A adoção de inteligência artificial (IA) no Brasil é desigual, especialmente no setor socioambiental. Uma pesquisa do Canal Sabiar, em parceria com o Instituto Beja, revela que apenas 10% dos movimentos sociais utilizam a tecnologia de forma significativa, enquanto negócios de impacto e associações estão mais avançados.
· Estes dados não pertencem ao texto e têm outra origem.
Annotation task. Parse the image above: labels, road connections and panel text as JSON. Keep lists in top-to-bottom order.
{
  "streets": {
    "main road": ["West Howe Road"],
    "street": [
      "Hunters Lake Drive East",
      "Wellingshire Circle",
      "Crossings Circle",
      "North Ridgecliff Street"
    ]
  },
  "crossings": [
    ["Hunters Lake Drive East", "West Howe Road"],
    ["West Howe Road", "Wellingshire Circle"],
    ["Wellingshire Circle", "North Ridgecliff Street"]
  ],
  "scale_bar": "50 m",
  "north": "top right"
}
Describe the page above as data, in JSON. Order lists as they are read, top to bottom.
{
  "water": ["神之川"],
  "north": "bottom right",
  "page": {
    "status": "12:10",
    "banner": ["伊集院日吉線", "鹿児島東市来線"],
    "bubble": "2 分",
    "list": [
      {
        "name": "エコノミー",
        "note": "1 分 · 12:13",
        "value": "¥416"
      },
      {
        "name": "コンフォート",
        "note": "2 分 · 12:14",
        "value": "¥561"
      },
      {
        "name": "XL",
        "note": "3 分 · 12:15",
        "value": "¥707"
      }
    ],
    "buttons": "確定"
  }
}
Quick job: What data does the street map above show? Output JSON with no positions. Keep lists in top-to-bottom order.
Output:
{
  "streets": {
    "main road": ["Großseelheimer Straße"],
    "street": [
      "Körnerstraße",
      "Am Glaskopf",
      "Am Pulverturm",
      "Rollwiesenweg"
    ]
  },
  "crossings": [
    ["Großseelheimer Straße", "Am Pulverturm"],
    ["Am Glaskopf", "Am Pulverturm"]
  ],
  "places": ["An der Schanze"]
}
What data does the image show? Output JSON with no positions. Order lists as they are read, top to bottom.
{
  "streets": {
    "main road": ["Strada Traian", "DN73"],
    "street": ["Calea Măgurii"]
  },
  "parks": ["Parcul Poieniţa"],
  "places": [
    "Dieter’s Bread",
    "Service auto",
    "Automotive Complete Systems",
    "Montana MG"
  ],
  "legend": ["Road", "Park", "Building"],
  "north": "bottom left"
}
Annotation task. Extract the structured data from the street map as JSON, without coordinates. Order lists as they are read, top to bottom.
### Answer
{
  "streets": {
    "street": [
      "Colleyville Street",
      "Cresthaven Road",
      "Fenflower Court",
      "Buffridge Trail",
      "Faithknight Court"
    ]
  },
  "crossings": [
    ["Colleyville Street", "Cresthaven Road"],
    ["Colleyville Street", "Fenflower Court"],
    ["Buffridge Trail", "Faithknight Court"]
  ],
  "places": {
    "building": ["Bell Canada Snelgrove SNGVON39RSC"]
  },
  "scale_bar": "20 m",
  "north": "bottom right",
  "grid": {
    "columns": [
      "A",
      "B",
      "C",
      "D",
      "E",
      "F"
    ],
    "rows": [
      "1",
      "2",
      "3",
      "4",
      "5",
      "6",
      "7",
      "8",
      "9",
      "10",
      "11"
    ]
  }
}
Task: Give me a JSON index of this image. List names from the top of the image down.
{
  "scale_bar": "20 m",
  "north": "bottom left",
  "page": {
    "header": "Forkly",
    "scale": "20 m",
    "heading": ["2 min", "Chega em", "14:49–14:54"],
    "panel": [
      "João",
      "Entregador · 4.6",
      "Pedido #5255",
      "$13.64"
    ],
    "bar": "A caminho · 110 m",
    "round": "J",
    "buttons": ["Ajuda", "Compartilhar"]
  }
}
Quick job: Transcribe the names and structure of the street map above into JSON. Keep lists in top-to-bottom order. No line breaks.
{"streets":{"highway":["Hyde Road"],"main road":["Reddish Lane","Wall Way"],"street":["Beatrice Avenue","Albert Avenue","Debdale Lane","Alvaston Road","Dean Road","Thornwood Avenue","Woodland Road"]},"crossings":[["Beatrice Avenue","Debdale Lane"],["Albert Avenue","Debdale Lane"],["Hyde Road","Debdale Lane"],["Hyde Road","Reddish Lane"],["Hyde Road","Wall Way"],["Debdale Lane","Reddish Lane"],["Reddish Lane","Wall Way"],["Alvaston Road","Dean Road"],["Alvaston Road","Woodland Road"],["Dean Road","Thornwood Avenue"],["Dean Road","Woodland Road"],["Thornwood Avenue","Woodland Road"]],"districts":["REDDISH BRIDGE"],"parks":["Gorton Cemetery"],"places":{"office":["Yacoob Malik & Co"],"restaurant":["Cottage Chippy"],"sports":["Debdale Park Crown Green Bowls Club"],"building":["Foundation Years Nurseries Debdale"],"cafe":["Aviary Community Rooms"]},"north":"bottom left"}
Os dados, coletados entre agosto e outubro de 2024, mostram que 35% dos negócios de impacto e 33% dos institutos familiares fazem uso da IA, principalmente para comunicação e criação de conteúdo. Cássio Aoqui, consultor em filantropia, destaca que a adoção da IA pode melhorar a análise de dados e a transparência nas causas sociais. No entanto, 58% dos profissionais que utilizam IA não têm orçamento destinado a essa tecnologia.

A pesquisa também aponta que mulheres, pretos, pardos e indígenas têm menor familiaridade com IA, com apenas 28% afirmando ter nível intermediário ou avançado. O uso da tecnologia é mais baixo nas regiões Norte e Centro-Oeste, onde 36% e 35% das organizações, respectivamente, a adotam. A falta de conhecimento técnico e orçamento são barreiras significativas.

Entre as ferramentas mais utilizadas, o ChatGPT lidera com 41%, seguido por Gemini e Copilot. Apesar do otimismo em relação ao impacto positivo da IA no setor social, apenas 17% das organizações mencionam preocupações éticas, como discriminação algorítmica. Aoqui alerta para a necessidade de uma abordagem crítica e responsável na adoção da tecnologia.